BEGIN
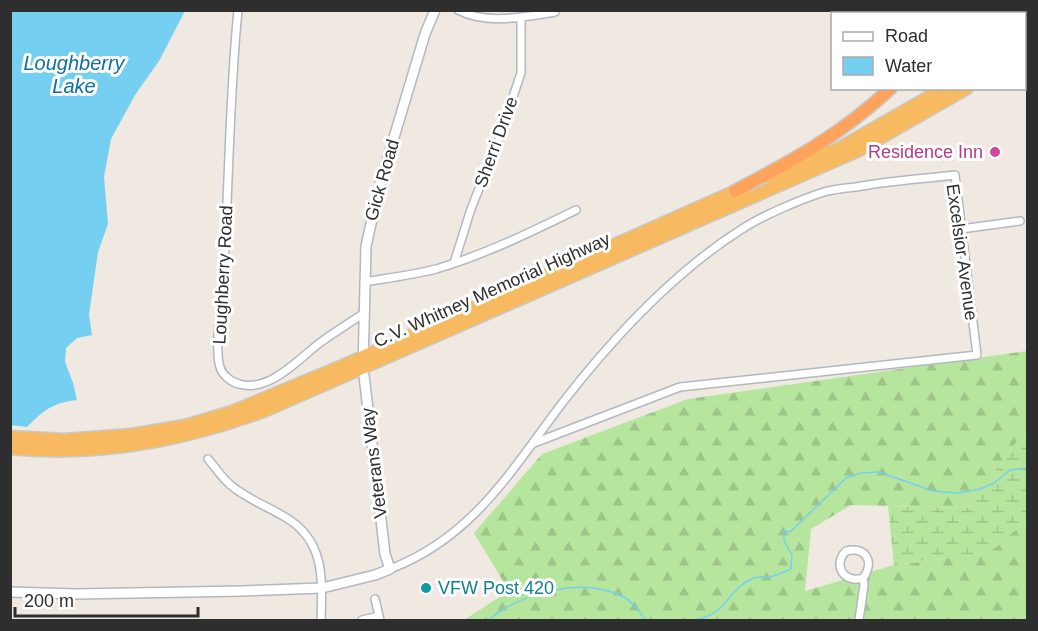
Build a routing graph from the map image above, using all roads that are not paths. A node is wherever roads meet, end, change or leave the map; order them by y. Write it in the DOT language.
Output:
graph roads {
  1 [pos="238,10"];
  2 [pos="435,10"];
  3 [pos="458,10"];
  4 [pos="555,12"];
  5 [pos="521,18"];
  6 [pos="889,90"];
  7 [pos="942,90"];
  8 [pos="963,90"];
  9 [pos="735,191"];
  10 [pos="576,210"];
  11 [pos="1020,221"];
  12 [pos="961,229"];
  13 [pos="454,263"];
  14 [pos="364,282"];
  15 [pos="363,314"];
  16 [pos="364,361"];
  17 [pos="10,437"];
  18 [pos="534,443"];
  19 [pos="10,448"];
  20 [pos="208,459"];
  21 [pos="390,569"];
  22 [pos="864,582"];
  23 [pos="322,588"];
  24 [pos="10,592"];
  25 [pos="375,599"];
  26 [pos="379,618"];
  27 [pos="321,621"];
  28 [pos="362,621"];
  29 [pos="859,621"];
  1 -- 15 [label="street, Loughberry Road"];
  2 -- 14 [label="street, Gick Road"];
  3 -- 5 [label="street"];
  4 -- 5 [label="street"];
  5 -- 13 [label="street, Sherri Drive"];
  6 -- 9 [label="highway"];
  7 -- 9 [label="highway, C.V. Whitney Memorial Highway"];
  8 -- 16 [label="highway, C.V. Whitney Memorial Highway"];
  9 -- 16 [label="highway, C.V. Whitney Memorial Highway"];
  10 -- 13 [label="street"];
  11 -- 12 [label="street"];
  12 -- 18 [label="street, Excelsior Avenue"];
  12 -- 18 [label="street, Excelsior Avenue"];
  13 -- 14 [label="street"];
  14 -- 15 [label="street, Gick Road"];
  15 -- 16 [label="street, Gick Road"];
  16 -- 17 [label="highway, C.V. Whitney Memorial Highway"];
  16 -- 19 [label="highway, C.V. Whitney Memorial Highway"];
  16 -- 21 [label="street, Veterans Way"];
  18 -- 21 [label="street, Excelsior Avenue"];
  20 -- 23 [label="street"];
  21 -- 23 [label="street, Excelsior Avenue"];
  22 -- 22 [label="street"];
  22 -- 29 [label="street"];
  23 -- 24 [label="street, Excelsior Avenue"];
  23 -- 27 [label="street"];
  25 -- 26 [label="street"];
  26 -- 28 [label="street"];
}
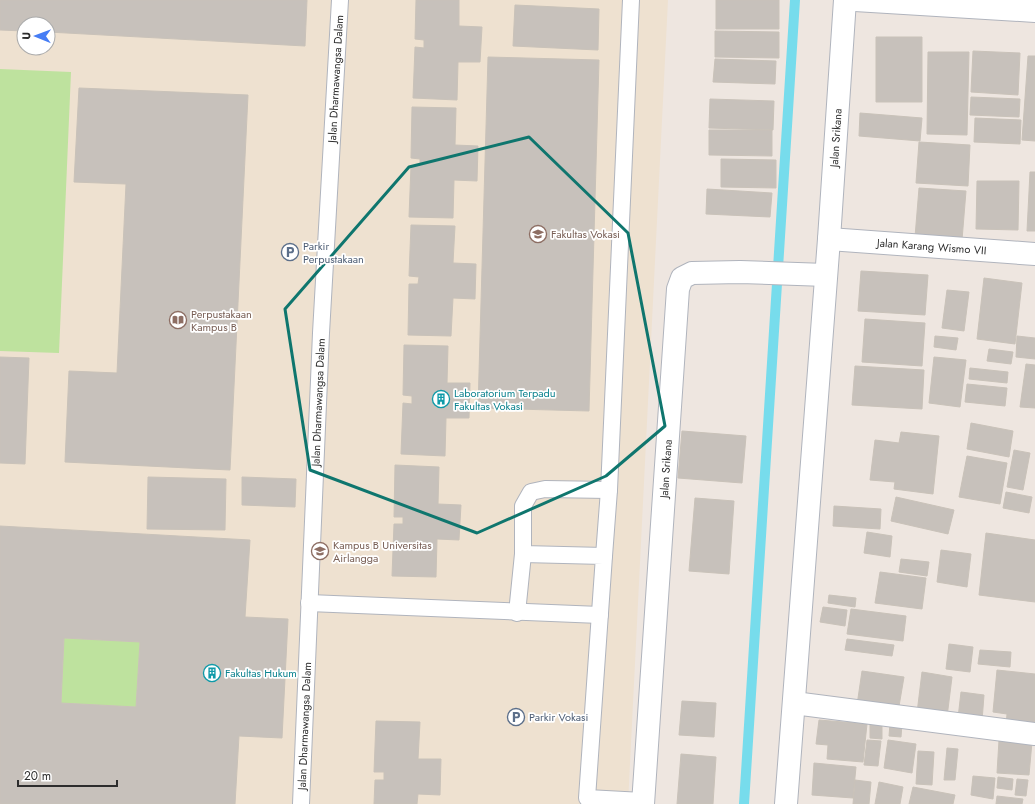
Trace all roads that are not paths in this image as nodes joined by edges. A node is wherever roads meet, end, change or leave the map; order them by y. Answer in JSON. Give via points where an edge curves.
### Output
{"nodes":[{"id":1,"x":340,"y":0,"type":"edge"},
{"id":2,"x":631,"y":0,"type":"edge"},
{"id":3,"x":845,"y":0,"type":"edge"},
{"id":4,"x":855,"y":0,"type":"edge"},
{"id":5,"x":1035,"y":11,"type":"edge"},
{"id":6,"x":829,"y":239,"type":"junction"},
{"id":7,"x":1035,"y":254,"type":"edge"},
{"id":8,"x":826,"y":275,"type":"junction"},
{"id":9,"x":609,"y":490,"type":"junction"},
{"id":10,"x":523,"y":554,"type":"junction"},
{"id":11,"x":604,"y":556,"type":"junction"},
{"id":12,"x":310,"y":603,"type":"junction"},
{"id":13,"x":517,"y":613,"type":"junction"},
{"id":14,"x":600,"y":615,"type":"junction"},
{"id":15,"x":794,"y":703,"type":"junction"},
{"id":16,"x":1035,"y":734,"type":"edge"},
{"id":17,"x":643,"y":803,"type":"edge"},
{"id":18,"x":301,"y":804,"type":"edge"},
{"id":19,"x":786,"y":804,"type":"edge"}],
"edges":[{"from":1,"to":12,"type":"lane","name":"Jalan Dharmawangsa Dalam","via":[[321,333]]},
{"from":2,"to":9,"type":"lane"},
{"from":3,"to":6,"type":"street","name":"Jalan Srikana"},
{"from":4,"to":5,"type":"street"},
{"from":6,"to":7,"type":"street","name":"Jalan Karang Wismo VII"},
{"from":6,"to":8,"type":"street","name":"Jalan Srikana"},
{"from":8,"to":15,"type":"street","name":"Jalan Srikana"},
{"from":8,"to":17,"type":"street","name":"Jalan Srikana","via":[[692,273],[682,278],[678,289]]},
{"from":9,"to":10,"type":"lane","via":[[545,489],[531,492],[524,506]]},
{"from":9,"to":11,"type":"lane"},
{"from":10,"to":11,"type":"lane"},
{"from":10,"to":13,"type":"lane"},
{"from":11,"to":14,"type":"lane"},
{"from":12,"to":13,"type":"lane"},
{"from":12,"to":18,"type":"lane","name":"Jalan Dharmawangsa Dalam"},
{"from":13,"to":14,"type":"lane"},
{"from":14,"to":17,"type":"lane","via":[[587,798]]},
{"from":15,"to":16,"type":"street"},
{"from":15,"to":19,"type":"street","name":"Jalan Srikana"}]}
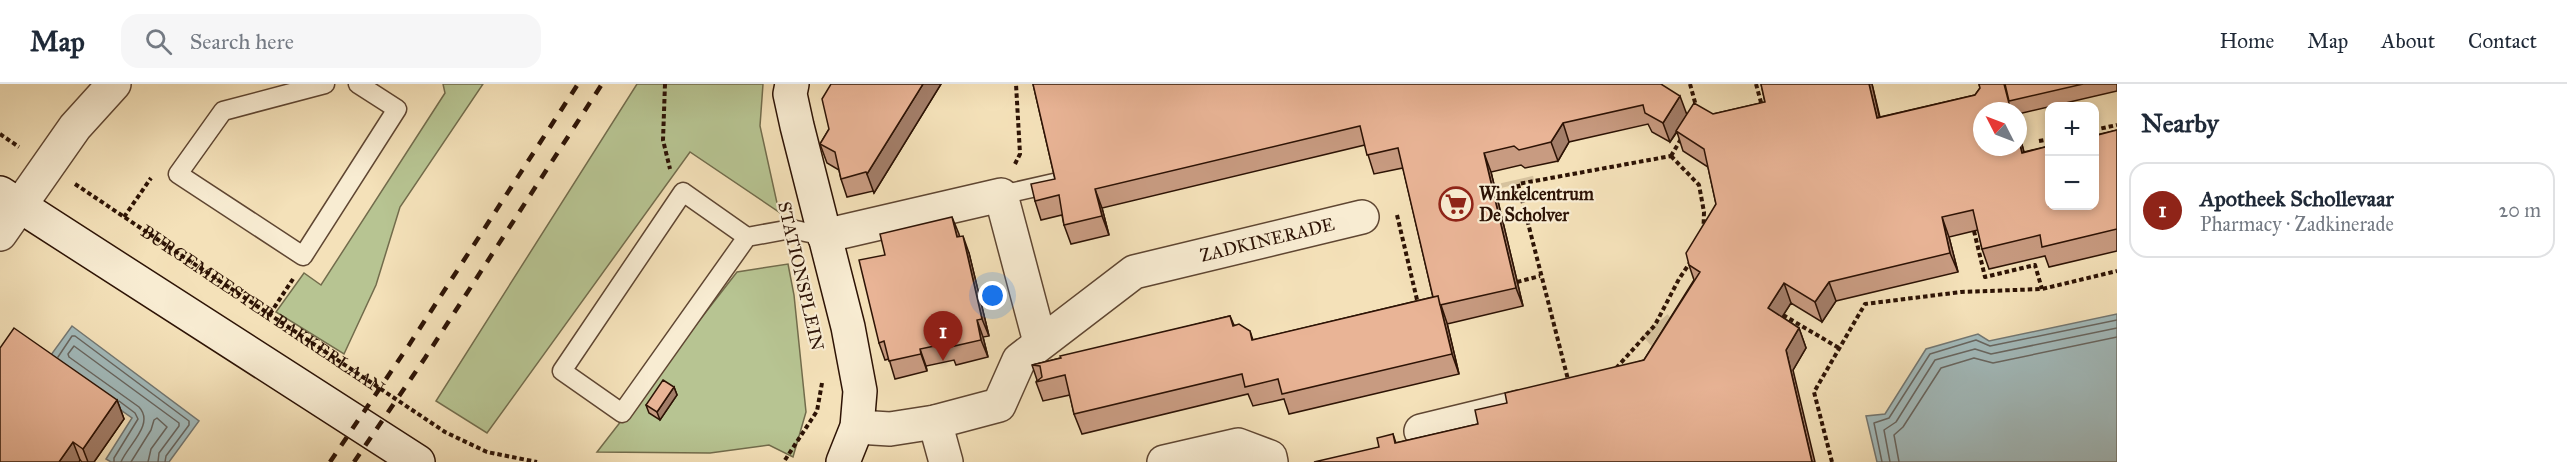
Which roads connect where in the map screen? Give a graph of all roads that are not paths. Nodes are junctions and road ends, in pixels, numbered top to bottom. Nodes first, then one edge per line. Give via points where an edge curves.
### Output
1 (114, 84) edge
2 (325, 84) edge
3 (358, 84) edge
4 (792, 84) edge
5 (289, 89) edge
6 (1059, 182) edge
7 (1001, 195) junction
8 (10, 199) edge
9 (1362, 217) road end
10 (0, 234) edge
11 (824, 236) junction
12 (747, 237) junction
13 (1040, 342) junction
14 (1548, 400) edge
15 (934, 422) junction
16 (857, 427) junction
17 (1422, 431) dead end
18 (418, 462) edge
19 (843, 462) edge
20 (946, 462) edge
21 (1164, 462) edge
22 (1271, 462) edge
END
• **Exercise prompt**
Transcribe every entry exactly, omitting pictures.

• **Exercise solution**
Build a routing graph from the map image above, using all roads that are not paths. A node is wherever roads meet, end, change or leave the map; order them by y. Write it in the DOT language.
Output:
graph roads {
  1 [pos="238,10"];
  2 [pos="435,10"];
  3 [pos="458,10"];
  4 [pos="555,12"];
  5 [pos="521,18"];
  6 [pos="889,90"];
  7 [pos="942,90"];
  8 [pos="963,90"];
  9 [pos="735,191"];
  10 [pos="576,210"];
  11 [pos="1020,221"];
  12 [pos="961,229"];
  13 [pos="454,263"];
  14 [pos="364,282"];
  15 [pos="363,314"];
  16 [pos="364,361"];
  17 [pos="10,437"];
  18 [pos="534,443"];
  19 [pos="10,448"];
  20 [pos="208,459"];
  21 [pos="390,569"];
  22 [pos="864,582"];
  23 [pos="322,588"];
  24 [pos="10,592"];
  25 [pos="375,599"];
  26 [pos="379,618"];
  27 [pos="321,621"];
  28 [pos="362,621"];
  29 [pos="859,621"];
  1 -- 15 [label="street, Loughberry Road"];
  2 -- 14 [label="street, Gick Road"];
  3 -- 5 [label="street"];
  4 -- 5 [label="street"];
  5 -- 13 [label="street, Sherri Drive"];
  6 -- 9 [label="highway"];
  7 -- 9 [label="highway, C.V. Whitney Memorial Highway"];
  8 -- 16 [label="highway, C.V. Whitney Memorial Highway"];
  9 -- 16 [label="highway, C.V. Whitney Memorial Highway"];
  10 -- 13 [label="street"];
  11 -- 12 [label="street"];
  12 -- 18 [label="street, Excelsior Avenue"];
  12 -- 18 [label="street, Excelsior Avenue"];
  13 -- 14 [label="street"];
  14 -- 15 [label="street, Gick Road"];
  15 -- 16 [label="street, Gick Road"];
  16 -- 17 [label="highway, C.V. Whitney Memorial Highway"];
  16 -- 19 [label="highway, C.V. Whitney Memorial Highway"];
  16 -- 21 [label="street, Veterans Way"];
  18 -- 21 [label="street, Excelsior Avenue"];
  20 -- 23 [label="street"];
  21 -- 23 [label="street, Excelsior Avenue"];
  22 -- 22 [label="street"];
  22 -- 29 [label="street"];
  23 -- 24 [label="street, Excelsior Avenue"];
  23 -- 27 [label="street"];
  25 -- 26 [label="street"];
  26 -- 28 [label="street"];
}
Trace all roads that are not paths in this image as nodes joined by edges. A node is wherever roads meet, end, change or leave the map; order them by y. Answer in JSON. Give via points where an edge curves.
### Output
{"nodes":[{"id":1,"x":340,"y":0,"type":"edge"},
{"id":2,"x":631,"y":0,"type":"edge"},
{"id":3,"x":845,"y":0,"type":"edge"},
{"id":4,"x":855,"y":0,"type":"edge"},
{"id":5,"x":1035,"y":11,"type":"edge"},
{"id":6,"x":829,"y":239,"type":"junction"},
{"id":7,"x":1035,"y":254,"type":"edge"},
{"id":8,"x":826,"y":275,"type":"junction"},
{"id":9,"x":609,"y":490,"type":"junction"},
{"id":10,"x":523,"y":554,"type":"junction"},
{"id":11,"x":604,"y":556,"type":"junction"},
{"id":12,"x":310,"y":603,"type":"junction"},
{"id":13,"x":517,"y":613,"type":"junction"},
{"id":14,"x":600,"y":615,"type":"junction"},
{"id":15,"x":794,"y":703,"type":"junction"},
{"id":16,"x":1035,"y":734,"type":"edge"},
{"id":17,"x":643,"y":803,"type":"edge"},
{"id":18,"x":301,"y":804,"type":"edge"},
{"id":19,"x":786,"y":804,"type":"edge"}],
"edges":[{"from":1,"to":12,"type":"lane","name":"Jalan Dharmawangsa Dalam","via":[[321,333]]},
{"from":2,"to":9,"type":"lane"},
{"from":3,"to":6,"type":"street","name":"Jalan Srikana"},
{"from":4,"to":5,"type":"street"},
{"from":6,"to":7,"type":"street","name":"Jalan Karang Wismo VII"},
{"from":6,"to":8,"type":"street","name":"Jalan Srikana"},
{"from":8,"to":15,"type":"street","name":"Jalan Srikana"},
{"from":8,"to":17,"type":"street","name":"Jalan Srikana","via":[[692,273],[682,278],[678,289]]},
{"from":9,"to":10,"type":"lane","via":[[545,489],[531,492],[524,506]]},
{"from":9,"to":11,"type":"lane"},
{"from":10,"to":11,"type":"lane"},
{"from":10,"to":13,"type":"lane"},
{"from":11,"to":14,"type":"lane"},
{"from":12,"to":13,"type":"lane"},
{"from":12,"to":18,"type":"lane","name":"Jalan Dharmawangsa Dalam"},
{"from":13,"to":14,"type":"lane"},
{"from":14,"to":17,"type":"lane","via":[[587,798]]},
{"from":15,"to":16,"type":"street"},
{"from":15,"to":19,"type":"street","name":"Jalan Srikana"}]}
Which roads connect where in the map screen? Give a graph of all roads that are not paths. Nodes are junctions and road ends, in pixels, numbered top to bottom. Nodes first, then one edge per line. Give via points where an edge curves.
### Output
1 (114, 84) edge
2 (325, 84) edge
3 (358, 84) edge
4 (792, 84) edge
5 (289, 89) edge
6 (1059, 182) edge
7 (1001, 195) junction
8 (10, 199) edge
9 (1362, 217) road end
10 (0, 234) edge
11 (824, 236) junction
12 (747, 237) junction
13 (1040, 342) junction
14 (1548, 400) edge
15 (934, 422) junction
16 (857, 427) junction
17 (1422, 431) dead end
18 (418, 462) edge
19 (843, 462) edge
20 (946, 462) edge
21 (1164, 462) edge
22 (1271, 462) edge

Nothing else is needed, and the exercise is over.